**Problem to work on**. Every record that follows should be written out word for word; the pictures stay out.

**Information shown**.
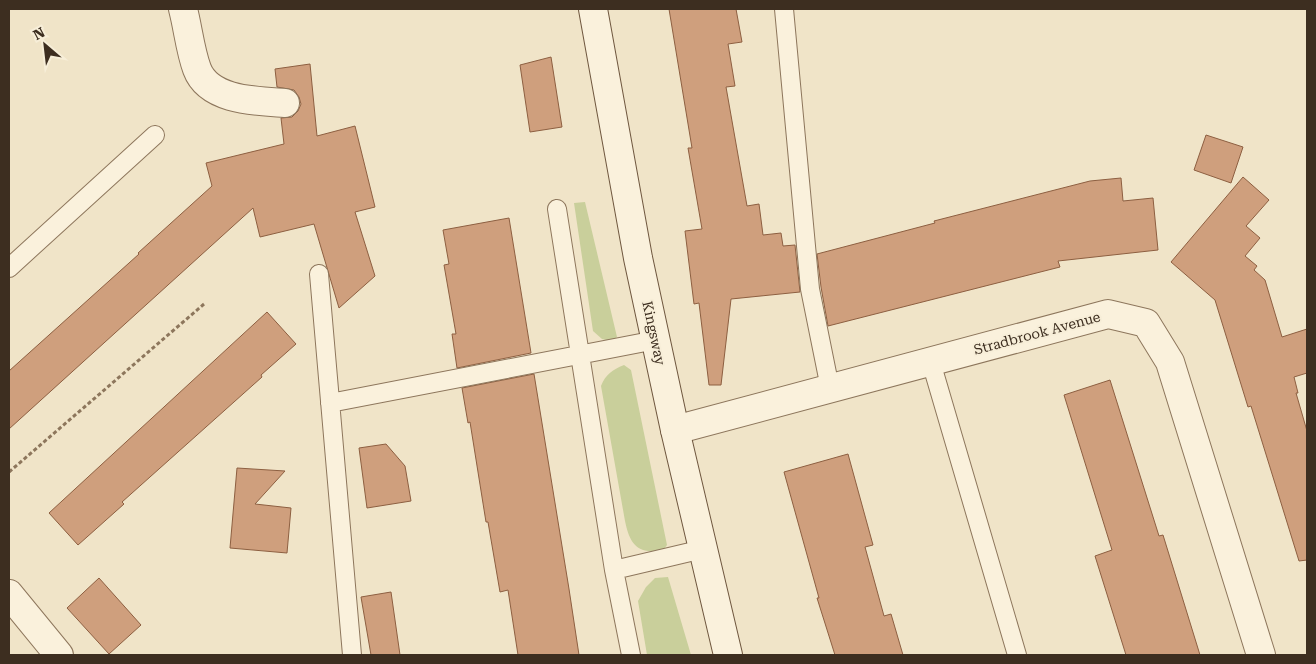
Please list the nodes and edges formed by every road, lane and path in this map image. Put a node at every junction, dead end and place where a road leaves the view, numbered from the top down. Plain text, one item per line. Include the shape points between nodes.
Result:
1 (183, 9) edge
2 (593, 9) edge
3 (784, 9) edge
4 (285, 103) dead end
5 (155, 135) dead end
6 (557, 209) dead end
7 (9, 268) edge
8 (319, 274) dead end
9 (204, 304) dead end
10 (656, 340) junction
11 (580, 354) junction
12 (931, 362) junction
13 (830, 388) junction
14 (330, 403) junction
15 (674, 430) junction
16 (9, 472) edge
17 (702, 549) junction
18 (614, 570) junction
19 (9, 594) edge
20 (59, 655) edge
21 (352, 655) edge
22 (632, 655) edge
23 (728, 655) edge
24 (1017, 655) edge
25 (1261, 655) edge

1 - 4 street via 198,70 209,86 239,99
2 - 10 street, Kingsway
3 - 13 lane via 810,289
5 - 7 lane
6 - 11 lane
8 - 14 lane
9 - 16 path
10 - 11 lane
10 - 15 street, Kingsway
11 - 14 lane
11 - 18 lane
12 - 13 street, Stradbrook Avenue
12 - 24 lane
12 - 25 street, Stradbrook Avenue via 1108,314 1146,323 1170,362
13 - 15 street, Stradbrook Avenue
14 - 21 lane
15 - 17 street, Kingsway
17 - 18 lane
17 - 23 street, Kingsway
18 - 22 lane
19 - 20 street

**Result for this exercise**.
Please list the nodes and edges formed by every road, lane and path in this map image. Put a node at every junction, dead end and place where a road leaves the view, numbered from the top down. Plain text, one item per line. Include the shape points between nodes.
Result:
1 (183, 9) edge
2 (593, 9) edge
3 (784, 9) edge
4 (285, 103) dead end
5 (155, 135) dead end
6 (557, 209) dead end
7 (9, 268) edge
8 (319, 274) dead end
9 (204, 304) dead end
10 (656, 340) junction
11 (580, 354) junction
12 (931, 362) junction
13 (830, 388) junction
14 (330, 403) junction
15 (674, 430) junction
16 (9, 472) edge
17 (702, 549) junction
18 (614, 570) junction
19 (9, 594) edge
20 (59, 655) edge
21 (352, 655) edge
22 (632, 655) edge
23 (728, 655) edge
24 (1017, 655) edge
25 (1261, 655) edge

1 - 4 street via 198,70 209,86 239,99
2 - 10 street, Kingsway
3 - 13 lane via 810,289
5 - 7 lane
6 - 11 lane
8 - 14 lane
9 - 16 path
10 - 11 lane
10 - 15 street, Kingsway
11 - 14 lane
11 - 18 lane
12 - 13 street, Stradbrook Avenue
12 - 24 lane
12 - 25 street, Stradbrook Avenue via 1108,314 1146,323 1170,362
13 - 15 street, Stradbrook Avenue
14 - 21 lane
15 - 17 street, Kingsway
17 - 18 lane
17 - 23 street, Kingsway
18 - 22 lane
19 - 20 street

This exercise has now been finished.